She can’t even stand to look at me, can she?
Don’t be selfish. You’re only going to hurt her. You’ll ruin her. “No,” I whisper, and it’s so achingly untrue. “You’re right. It was a mistake.”
She nods, and her hands shove deep into her pockets. “Then let’s forget about it. We should go, Elwood. I know someone who can help. Vrees and your dad are probably looking for us now. If we stay any longer, we might ruin the rest of the motel and hurt Dad. I don’t want to get him involved in this.”
Don’t want him involved with you.
I should tell her to run away. I should tell her to forget all about me and let me deal with my fate alone. But in the end, I am so very, very selfish. Selfish enough to hold her tight as we bike away.
With the fire lulled between us, the cold reenters with a vengeance.
The bike groans as we crawl on top of it. Between the half-deflated tires and the ice-slicked streets, disaster waits with bated breath.
“We should be wearing helmets,” I say, half out of genuine concern and half to break the silence.
“Hold tight and you’ll be fine.”
The streetlights offer a small path through the empty streets, the soft glow of the lamps breaking some of the blinding silver. On the bike, things are ten times colder. The wind howls against us, searching for the best way to tear through our clothes.
The road begins to wind upward, the start of a hill. We stumble to a stop, and I drop a leg to steady us. “We’ll need to walk this. Otherwise we’ll pick up speed on the way down and go flying to our death,” she says.
“Didn’t think safety was a priority of yours,” I comment.
She rolls her eyes, but there’s a slight smile tugging at the corners of her lips. It’s the closest back to normal we can get.
We each grip onto a handlebar, lugging the bike on opposite ends. Walking down the hill proves just as hard as climbing it, if not worse. Wil stumbles with the last step, her feet sliding out from under her. I scoop her in time, and with her back pressed into my chest like this, I can hardly breathe.
“Careful,” I wheeze.
“I could have caught myself.” She shimmies a little, planting a hand on her hip. “Here, you fall next, and we’ll be even.”
“I’m going to pass on the trust fall. Pretty sure I’d break something.”
She’s about to mount the bike again, but I beat her to it. “Here, let me. It’s only fair, right?”
She grumbles something in response, but her energy is shot. I can tell. She doesn’t relent. I do my best not to hyper-focus on her arms curled across my chest and her head resting in the open space between my shoulder blades as I pedal. A perfect fit.
We can’t escape the forest as we ride. We’re perilously close to the trees. Its borders have Pine Point locked in from one end to the next. This town might have scraped out a civilization for themselves, but the woods never left.
Somewhere between the dead branches, I catch a whir of movement in the distance. My father’s face appears from the branches, his expression indignant and his nostrils flaring in the dark.
There’s no outrunning him, is there? He’s tracked me here, and I have the distinct feeling that I could run to the end of the earth and still find him standing there behind me.
“Elwood,” he says, my name a command. The bike lurches to a stop, my mind and body freezing over. He takes a step forward, and I know Wil is hitting my back, begging for me to move, but I can’t. “Come willingly and I’ll make this easy.”
Nothing about this is easy. Not even remotely. But there’s a siren call in his voice, a desire to relinquish control and stop fighting. To do what I’ve always done in the face of my father: give up.
“Elwood! Don’t listen to him!”
Wil’s voice breaks me from my trance, her horror catapulting me into action. My reflexes are faster than either of us bargained for. The bike goes skidding down the street. I catch a subtle whiff of burning rubber as I kick it into overdrive.
“Sharp left,” Wil barks in my ear, her breath spilling out hot against my skin. “Now!”
I speed in the opposite direction, barreling forward at her command. My father’s shouting after us, but I’m faster than him. I ride harder than I ran in the forest.

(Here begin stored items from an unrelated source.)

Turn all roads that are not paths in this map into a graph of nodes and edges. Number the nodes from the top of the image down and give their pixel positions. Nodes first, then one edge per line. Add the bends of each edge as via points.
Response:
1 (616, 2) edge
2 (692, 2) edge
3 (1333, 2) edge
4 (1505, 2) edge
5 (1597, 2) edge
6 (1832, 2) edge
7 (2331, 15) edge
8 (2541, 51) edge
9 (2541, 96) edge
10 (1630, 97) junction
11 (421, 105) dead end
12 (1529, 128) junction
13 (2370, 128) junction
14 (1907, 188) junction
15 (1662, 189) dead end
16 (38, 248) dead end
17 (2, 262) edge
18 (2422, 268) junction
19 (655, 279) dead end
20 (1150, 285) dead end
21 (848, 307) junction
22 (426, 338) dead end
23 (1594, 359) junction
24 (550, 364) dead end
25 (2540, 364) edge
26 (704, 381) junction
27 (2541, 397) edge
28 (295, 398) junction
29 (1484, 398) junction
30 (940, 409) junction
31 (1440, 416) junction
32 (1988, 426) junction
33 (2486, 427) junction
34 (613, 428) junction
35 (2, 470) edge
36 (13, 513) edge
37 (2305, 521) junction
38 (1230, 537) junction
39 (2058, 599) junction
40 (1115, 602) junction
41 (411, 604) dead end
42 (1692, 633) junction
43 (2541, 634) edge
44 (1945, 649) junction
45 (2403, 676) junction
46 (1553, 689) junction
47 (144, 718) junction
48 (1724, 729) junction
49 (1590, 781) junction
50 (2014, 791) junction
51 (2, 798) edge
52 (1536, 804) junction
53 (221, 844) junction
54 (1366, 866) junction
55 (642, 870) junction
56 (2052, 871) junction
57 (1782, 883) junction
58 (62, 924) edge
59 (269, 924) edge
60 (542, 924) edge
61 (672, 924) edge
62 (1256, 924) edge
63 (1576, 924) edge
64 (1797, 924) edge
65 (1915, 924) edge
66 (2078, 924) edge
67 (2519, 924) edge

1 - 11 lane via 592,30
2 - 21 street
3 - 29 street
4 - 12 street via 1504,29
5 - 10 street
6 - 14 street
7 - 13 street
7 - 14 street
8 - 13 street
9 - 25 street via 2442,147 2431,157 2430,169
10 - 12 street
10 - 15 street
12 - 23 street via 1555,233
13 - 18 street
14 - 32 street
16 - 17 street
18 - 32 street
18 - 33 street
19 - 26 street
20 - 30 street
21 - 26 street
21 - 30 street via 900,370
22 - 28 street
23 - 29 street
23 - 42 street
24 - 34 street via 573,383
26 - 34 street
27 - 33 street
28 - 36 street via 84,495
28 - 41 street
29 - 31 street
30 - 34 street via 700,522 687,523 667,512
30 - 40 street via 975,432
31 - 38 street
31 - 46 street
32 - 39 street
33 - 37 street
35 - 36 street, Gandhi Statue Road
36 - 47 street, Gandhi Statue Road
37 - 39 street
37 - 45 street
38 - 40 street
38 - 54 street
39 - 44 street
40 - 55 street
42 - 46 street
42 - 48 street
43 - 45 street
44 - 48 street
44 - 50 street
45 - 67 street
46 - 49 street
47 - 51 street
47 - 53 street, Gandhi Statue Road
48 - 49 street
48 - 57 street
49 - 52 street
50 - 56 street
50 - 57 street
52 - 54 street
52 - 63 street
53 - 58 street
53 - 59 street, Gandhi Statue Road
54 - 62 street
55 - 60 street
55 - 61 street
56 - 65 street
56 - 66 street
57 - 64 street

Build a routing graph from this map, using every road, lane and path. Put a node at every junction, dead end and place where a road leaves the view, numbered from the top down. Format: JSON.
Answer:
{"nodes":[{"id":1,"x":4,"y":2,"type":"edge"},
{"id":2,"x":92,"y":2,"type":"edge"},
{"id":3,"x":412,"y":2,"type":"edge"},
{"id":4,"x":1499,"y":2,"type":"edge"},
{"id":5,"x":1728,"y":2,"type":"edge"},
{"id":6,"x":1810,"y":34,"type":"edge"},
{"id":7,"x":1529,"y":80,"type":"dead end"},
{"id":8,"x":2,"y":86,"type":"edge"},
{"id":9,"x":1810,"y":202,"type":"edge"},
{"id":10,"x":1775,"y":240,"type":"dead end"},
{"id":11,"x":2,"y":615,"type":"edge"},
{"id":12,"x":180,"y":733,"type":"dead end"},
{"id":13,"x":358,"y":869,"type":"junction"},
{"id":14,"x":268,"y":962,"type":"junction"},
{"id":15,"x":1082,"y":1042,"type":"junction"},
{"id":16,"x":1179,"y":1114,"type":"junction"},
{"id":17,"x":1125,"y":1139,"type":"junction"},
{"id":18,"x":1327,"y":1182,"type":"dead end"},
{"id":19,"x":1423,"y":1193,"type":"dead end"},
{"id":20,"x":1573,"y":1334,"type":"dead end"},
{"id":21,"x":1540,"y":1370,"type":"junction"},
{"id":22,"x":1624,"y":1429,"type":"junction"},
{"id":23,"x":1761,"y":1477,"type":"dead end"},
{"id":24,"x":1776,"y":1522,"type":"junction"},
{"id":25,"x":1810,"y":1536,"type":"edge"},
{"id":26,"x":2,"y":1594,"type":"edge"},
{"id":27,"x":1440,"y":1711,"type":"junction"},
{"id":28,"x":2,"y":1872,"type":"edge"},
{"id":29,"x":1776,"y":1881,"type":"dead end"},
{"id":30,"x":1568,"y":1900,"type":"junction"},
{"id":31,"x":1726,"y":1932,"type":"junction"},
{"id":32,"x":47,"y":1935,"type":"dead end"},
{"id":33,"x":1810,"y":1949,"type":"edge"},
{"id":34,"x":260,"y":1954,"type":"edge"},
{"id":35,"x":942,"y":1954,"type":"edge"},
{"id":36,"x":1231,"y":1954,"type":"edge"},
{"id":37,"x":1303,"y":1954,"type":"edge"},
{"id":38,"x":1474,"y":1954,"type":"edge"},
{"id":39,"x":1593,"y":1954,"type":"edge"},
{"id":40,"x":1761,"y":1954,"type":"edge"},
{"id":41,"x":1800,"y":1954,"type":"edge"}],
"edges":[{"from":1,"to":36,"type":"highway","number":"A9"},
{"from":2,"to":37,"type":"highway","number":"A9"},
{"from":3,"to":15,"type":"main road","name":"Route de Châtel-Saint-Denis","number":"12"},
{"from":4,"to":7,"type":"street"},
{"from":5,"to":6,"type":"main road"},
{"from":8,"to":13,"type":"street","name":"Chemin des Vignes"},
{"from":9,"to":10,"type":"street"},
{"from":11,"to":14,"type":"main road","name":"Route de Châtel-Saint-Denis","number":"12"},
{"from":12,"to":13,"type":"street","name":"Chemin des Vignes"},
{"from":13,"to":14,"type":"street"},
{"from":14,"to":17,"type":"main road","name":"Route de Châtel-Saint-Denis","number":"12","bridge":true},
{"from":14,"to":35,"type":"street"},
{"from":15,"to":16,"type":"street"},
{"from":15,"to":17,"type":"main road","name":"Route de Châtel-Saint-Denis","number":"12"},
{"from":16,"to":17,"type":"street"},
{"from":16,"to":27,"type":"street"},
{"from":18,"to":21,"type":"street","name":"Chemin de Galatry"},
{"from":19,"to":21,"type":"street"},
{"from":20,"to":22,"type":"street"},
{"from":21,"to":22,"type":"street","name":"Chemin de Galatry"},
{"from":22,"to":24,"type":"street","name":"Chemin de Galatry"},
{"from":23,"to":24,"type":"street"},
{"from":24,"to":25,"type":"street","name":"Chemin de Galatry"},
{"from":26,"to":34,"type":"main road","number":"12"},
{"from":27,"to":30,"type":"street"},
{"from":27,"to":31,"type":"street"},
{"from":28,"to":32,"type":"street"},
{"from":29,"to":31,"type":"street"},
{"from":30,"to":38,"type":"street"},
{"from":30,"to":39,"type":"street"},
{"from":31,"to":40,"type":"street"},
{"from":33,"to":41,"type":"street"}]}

My muscles are long spent, but I push myself to keep going.
The snowdrifts pick up, crashing into us like frozen waves hitting the shore.
I’m not sure how long we ride, but it feels like half a lifetime. She directs me through winding streets, screaming directions above the howling wind. Straight at the stoplights (“Are you seriously stopping? Do you see any cars on the road, Elwood?”), right at the tree that’s got a lady’s face carved into it, so on and so forth. We ride until I think I might collapse right there in the snow.